SOURCE RECORDS:
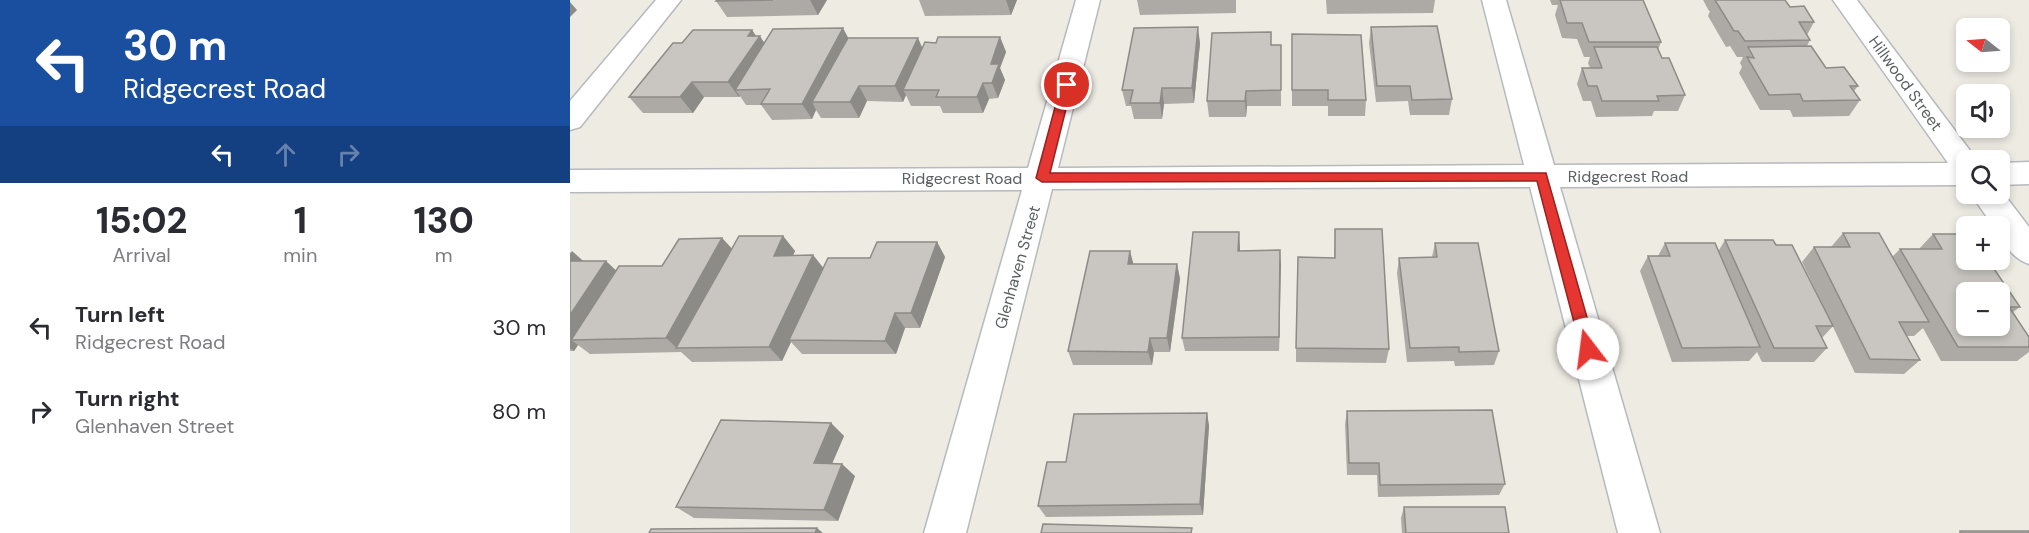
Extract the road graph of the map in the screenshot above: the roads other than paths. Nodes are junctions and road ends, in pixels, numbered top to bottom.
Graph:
1 (669, 0) edge
2 (1088, 0) edge
3 (1494, 0) edge
4 (1845, 0) edge
5 (570, 120) edge
6 (1956, 153) edge
7 (2029, 173) edge
8 (1956, 174) edge
9 (2010, 174) edge
10 (1542, 176) junction
11 (1042, 178) junction
12 (570, 181) edge
13 (1994, 204) edge
14 (2029, 251) edge
15 (945, 533) edge
16 (1639, 533) edge

1 - 5 street
2 - 11 street, Glenhaven Street
3 - 10 street
4 - 6 street, Hillwood Street
7 - 9 street
8 - 10 street, Ridgecrest Road
10 - 11 street, Ridgecrest Road
10 - 16 street
11 - 12 street, Ridgecrest Road
11 - 15 street, Glenhaven Street
13 - 14 street

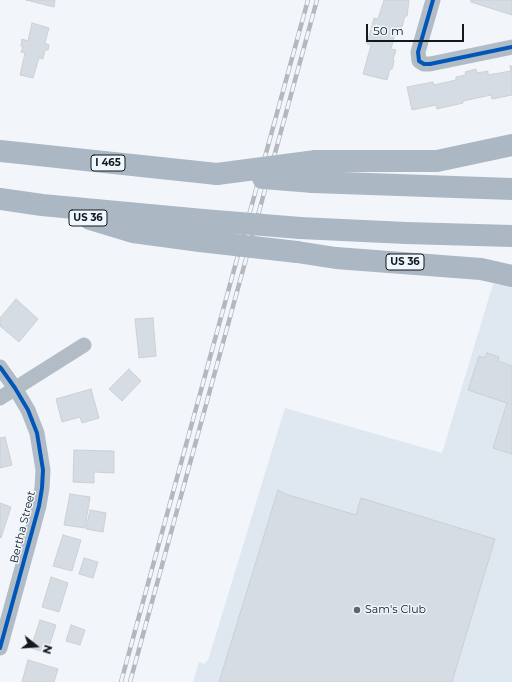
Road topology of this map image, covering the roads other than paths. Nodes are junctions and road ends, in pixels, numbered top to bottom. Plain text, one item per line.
1 (433, 0) edge
2 (512, 47) edge
3 (512, 145) edge
4 (0, 151) edge
5 (314, 172) junction
6 (512, 189) edge
7 (0, 199) edge
8 (42, 205) junction
9 (512, 236) edge
10 (512, 276) edge
11 (84, 345) dead end
12 (0, 367) edge
13 (15, 388) junction
14 (0, 398) edge
15 (0, 648) edge

1 - 2 street
3 - 5 highway
4 - 5 highway, I 465, bridge
5 - 6 highway, I 465
7 - 8 highway
8 - 9 highway, bridge
8 - 10 highway, US 36, bridge
11 - 13 street
12 - 13 street, Bertha Street
13 - 14 street
13 - 15 street, Bertha Street

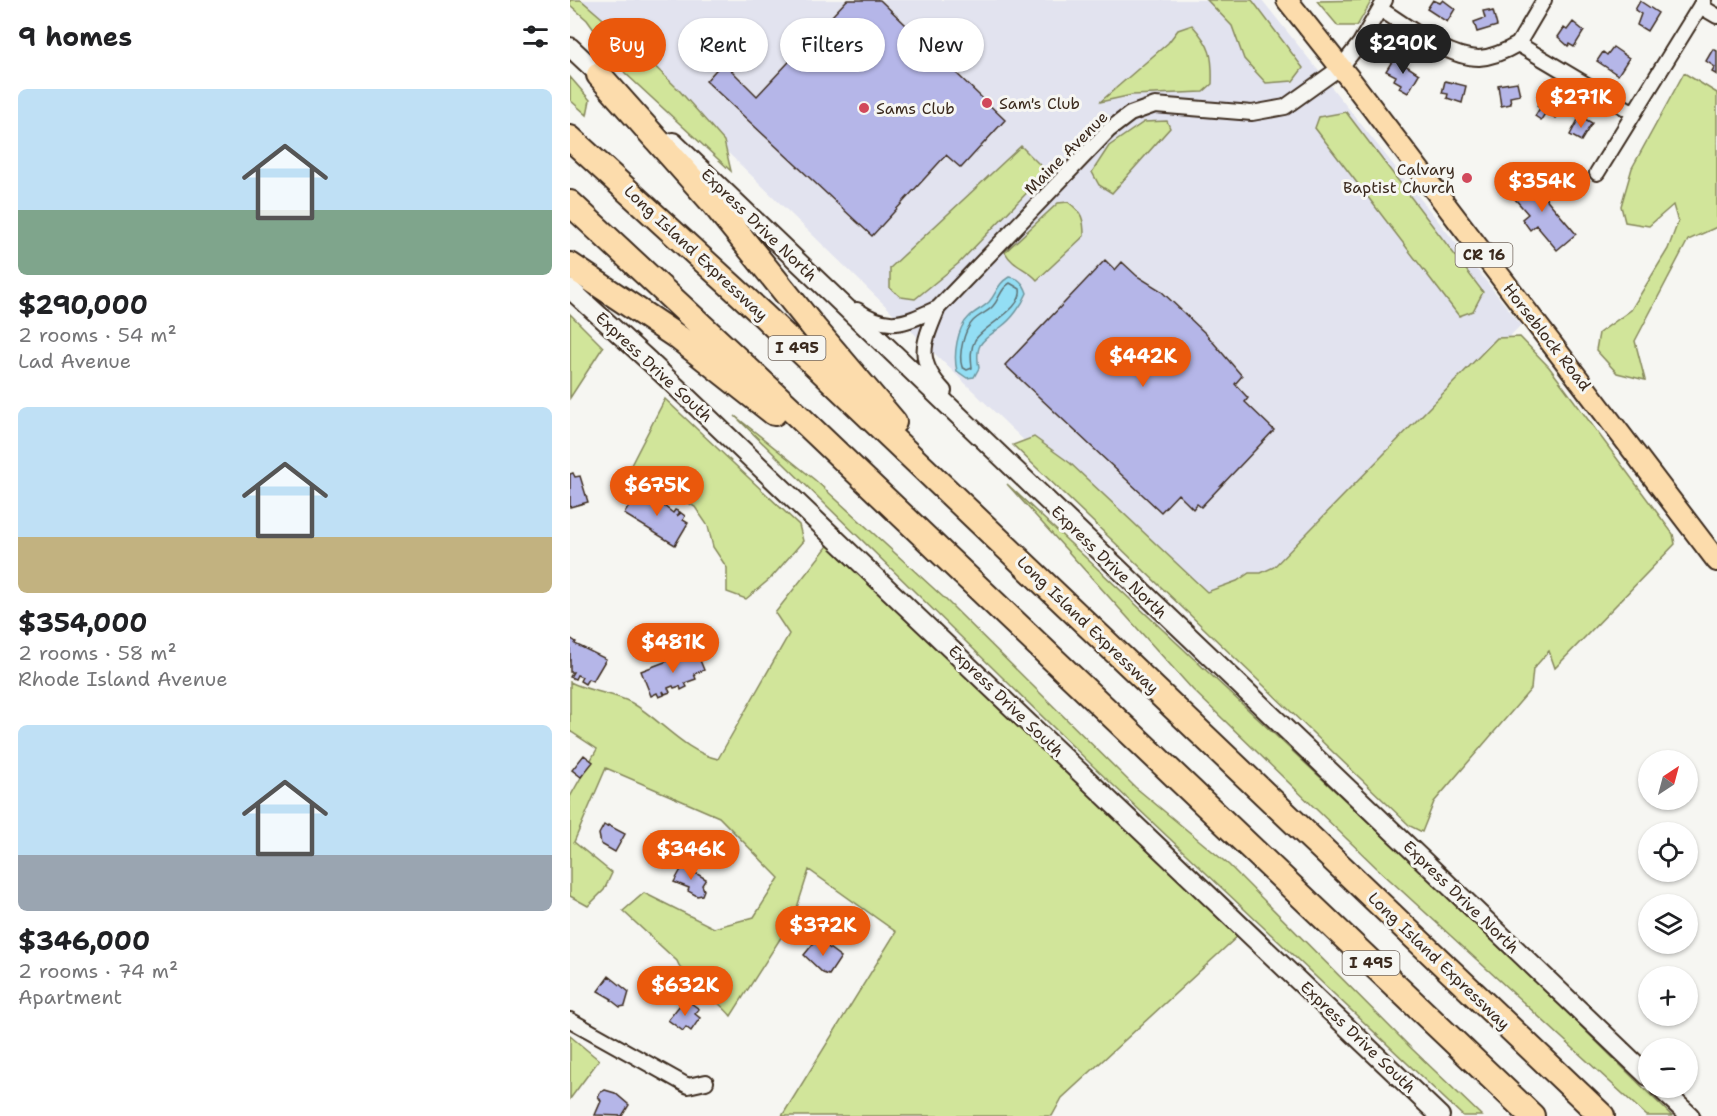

ABOUT THIS TASK: Copy every record exactly, but skip the pictures.

YOUR RESPONSE:
Extract the road graph of the map in the screenshot above: the roads other than paths. Nodes are junctions and road ends, in pixels, numbered top to bottom.
Graph:
1 (669, 0) edge
2 (1088, 0) edge
3 (1494, 0) edge
4 (1845, 0) edge
5 (570, 120) edge
6 (1956, 153) edge
7 (2029, 173) edge
8 (1956, 174) edge
9 (2010, 174) edge
10 (1542, 176) junction
11 (1042, 178) junction
12 (570, 181) edge
13 (1994, 204) edge
14 (2029, 251) edge
15 (945, 533) edge
16 (1639, 533) edge

1 - 5 street
2 - 11 street, Glenhaven Street
3 - 10 street
4 - 6 street, Hillwood Street
7 - 9 street
8 - 10 street, Ridgecrest Road
10 - 11 street, Ridgecrest Road
10 - 16 street
11 - 12 street, Ridgecrest Road
11 - 15 street, Glenhaven Street
13 - 14 street

Road topology of this map image, covering the roads other than paths. Nodes are junctions and road ends, in pixels, numbered top to bottom. Plain text, one item per line.
1 (433, 0) edge
2 (512, 47) edge
3 (512, 145) edge
4 (0, 151) edge
5 (314, 172) junction
6 (512, 189) edge
7 (0, 199) edge
8 (42, 205) junction
9 (512, 236) edge
10 (512, 276) edge
11 (84, 345) dead end
12 (0, 367) edge
13 (15, 388) junction
14 (0, 398) edge
15 (0, 648) edge

1 - 2 street
3 - 5 highway
4 - 5 highway, I 465, bridge
5 - 6 highway, I 465
7 - 8 highway
8 - 9 highway, bridge
8 - 10 highway, US 36, bridge
11 - 13 street
12 - 13 street, Bertha Street
13 - 14 street
13 - 15 street, Bertha Street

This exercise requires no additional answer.